This play could easily have been entitled Cricket for Monsterists. With the assistance of Headlong Theatre and crack director Sean Holmes, Richard Bean has written what starts out as a light comedy based on a cricket match on London's fringes and develops into an oblique, masculine look at life today.
For those that have been there, The Nightwatchmen are an archetypal Sunday afternoon cricket team, made up of a rum bunch, both in terms of their cricketing abilities and, far less importantly, their qualifications to deal with real life.

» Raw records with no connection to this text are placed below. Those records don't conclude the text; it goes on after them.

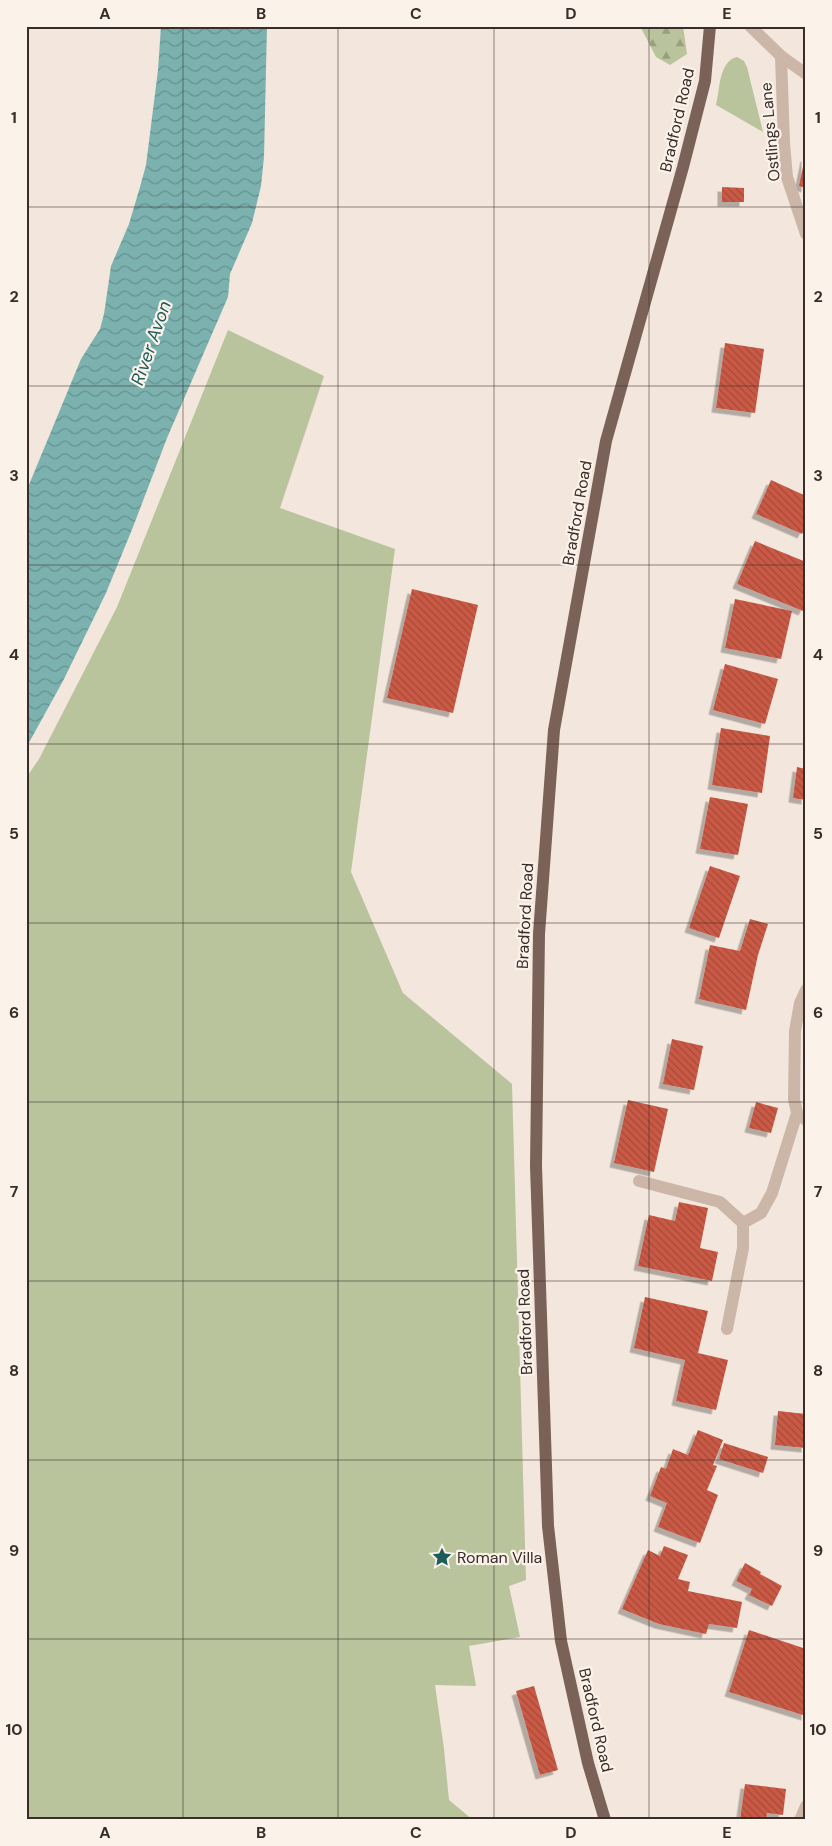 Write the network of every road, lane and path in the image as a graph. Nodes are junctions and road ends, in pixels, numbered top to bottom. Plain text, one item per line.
1 (710, 26) edge
2 (750, 26) edge
3 (781, 56) junction
4 (806, 74) edge
5 (806, 234) edge
6 (806, 990) edge
7 (802, 1117) edge
8 (638, 1181) dead end
9 (743, 1223) junction
10 (727, 1329) dead end
11 (806, 1806) edge
12 (606, 1820) edge
13 (800, 1820) edge

1 - 12 main road, Bradford Road
2 - 3 street
3 - 4 street
3 - 5 street, Ostlings Lane
6 - 7 street
7 - 9 street
8 - 9 street
9 - 10 street
11 - 13 street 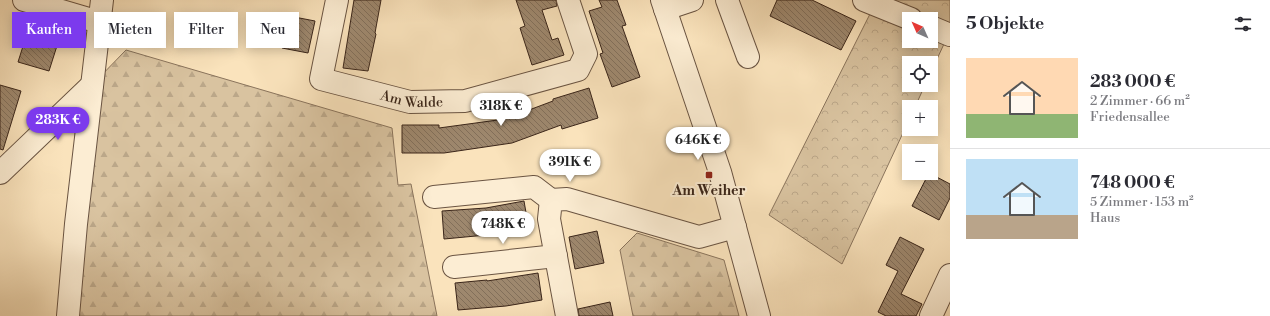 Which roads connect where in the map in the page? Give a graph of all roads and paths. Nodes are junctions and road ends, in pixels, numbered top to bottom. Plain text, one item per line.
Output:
1 (24, 0) edge
2 (102, 0) edge
3 (337, 0) edge
4 (568, 0) edge
5 (692, 0) edge
6 (727, 0) edge
7 (864, 0) edge
8 (664, 5) edge
9 (100, 12) edge
10 (902, 15) edge
11 (94, 21) edge
12 (938, 30) edge
13 (950, 35) edge
14 (96, 48) edge
15 (748, 57) dead end
16 (92, 85) junction
17 (0, 172) edge
18 (434, 197) dead end
19 (551, 200) junction
20 (735, 226) junction
21 (556, 256) junction
22 (454, 268) dead end
23 (950, 275) edge
24 (68, 316) edge
25 (567, 316) edge
26 (759, 316) edge
27 (931, 316) edge

1 - 11 street
2 - 9 street
3 - 4 street, Am Walde
5 - 8 street
6 - 15 street
7 - 10 street
8 - 20 street
12 - 13 street
14 - 16 street
16 - 17 street
16 - 24 street
18 - 19 street
19 - 20 street
19 - 21 street
20 - 26 street
21 - 22 street
21 - 25 street
23 - 27 street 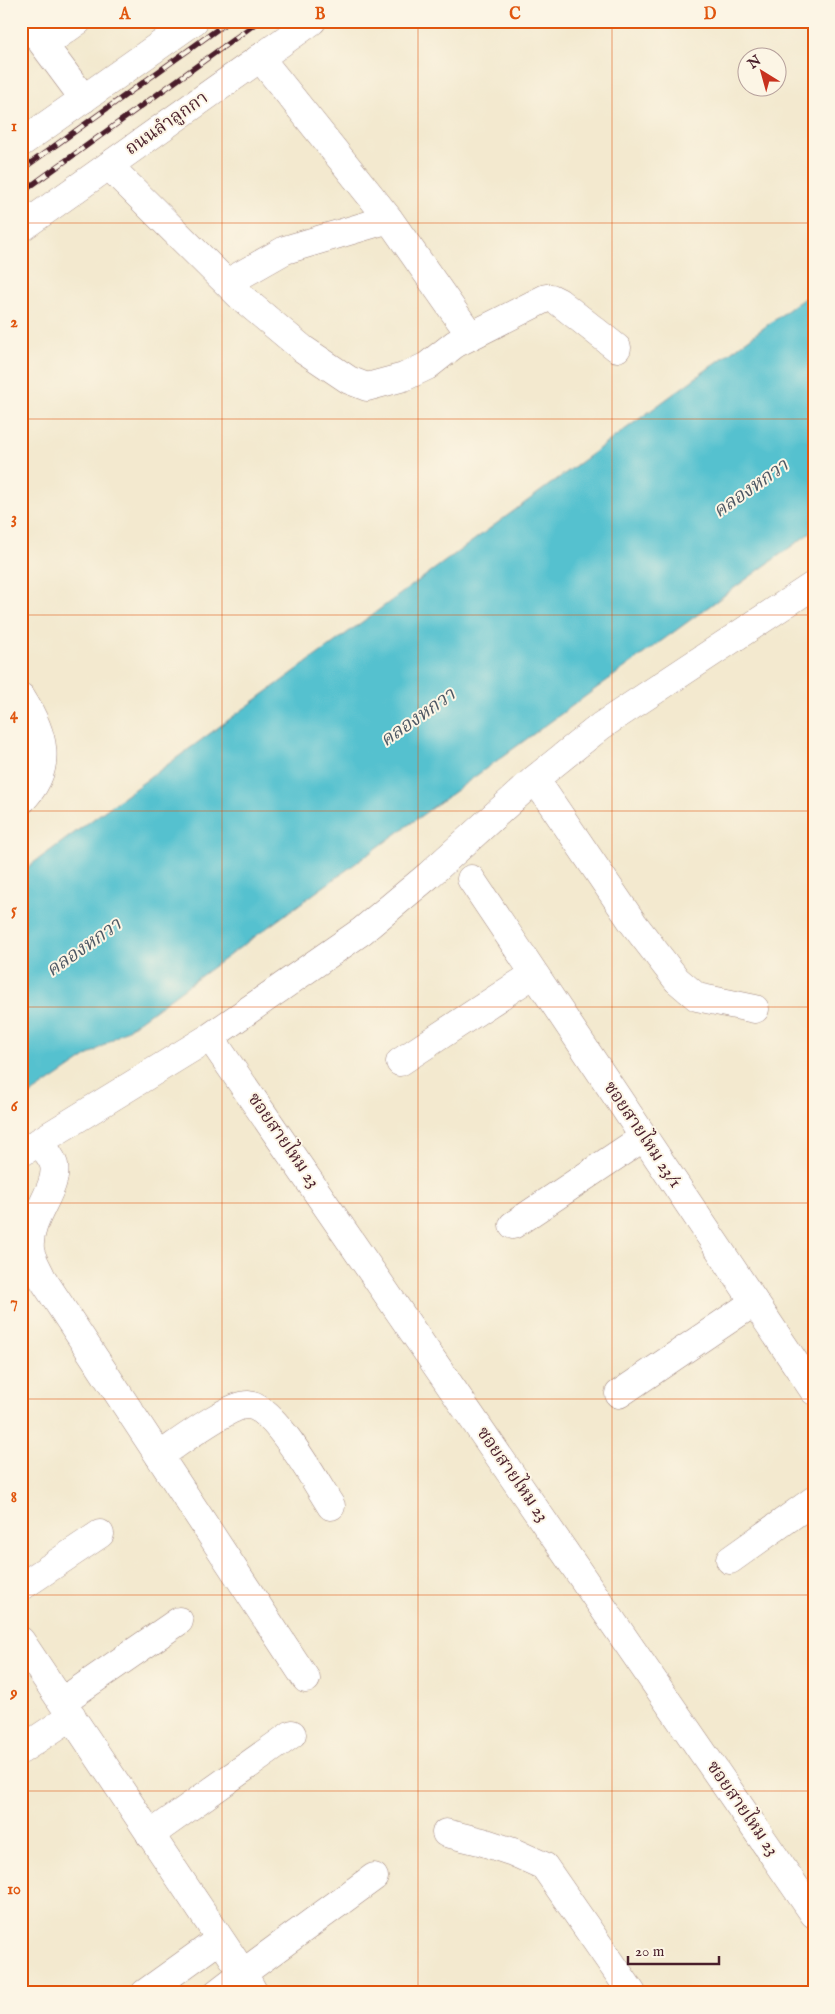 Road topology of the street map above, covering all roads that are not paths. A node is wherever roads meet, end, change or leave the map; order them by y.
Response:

The Monsterist Manifesto requires its proponents to take on big issues, even in the seemingly innocent context of a cricket match, and Bean effortlessly and entertainingly does so.
The XI are led by loyal Will, played by Robert East. Every team has one of these "captains" whose true role is dogsbody, getting teams together, organising fixtures, making teas and even removing dog turds from the outfield, before happily batting at Number 11. As he says, "I've wasted the whole of my life playing this game" and loved every moment of it.
The Nightwatchmen are his equivalent of family heirlooms. This becomes apparent as we this see his tottering Dad (Trevor Martin) recalling the good old days and 13 year son, Ruben heralding the new.
Will's team is brimful of characters. The captain is Tony Bell's Sean, a northerner whose wife has left him on the verge of suicide and who touchingly announces that "Cricket is the only source of joy left in my life"; Thiz, endearingly played by Sean Murray, is a bleach blond, ageing rock legend with a good line in bad jokes; Nick (Rudi Dharmalingam) the wicketkeeper is a gay Hindu; there are also an act-or (John Lightbody); a lay preacher cum doctor with cricket addiction but no talent whom Howard Ward makes sympathetic and irritating simultaneously; and a bunch of other short term escapists from the prison of everyday life.
The play is really spiced up by the team's new boy Reg, gloriously portrayed by Fred Ridgeway. He is an absentee team-mate's neighbour who ought to be the answer to everyone's dreams, whacking the ball to all corners after the (tea) interval.
However, this arrant racist who affectionately refers to his wife as "the enemy" puts up the backs of this most liberal of teams. By the close of play (in every sense), which is predictably poignant, Reg has won the match and been dispensed with, all in the space of an afternoon.
Richard Bean has followed impressively in a long literary tradition that takes cricket as a metaphor for something much deeper, emulating the likes of A.G. Macdonnell in England, Their England and Hugh de Selincourt in The Cricket Match. He builds the tension perfectly towards a last over finale and ensures that jokes come thick and fast, some, it must be admitted, funnier than others.
Whether you are a cricket lover or a people watcher, there is much to enjoy in The English Game. One sincerely hopes that it might make an appearance in London before the season is out.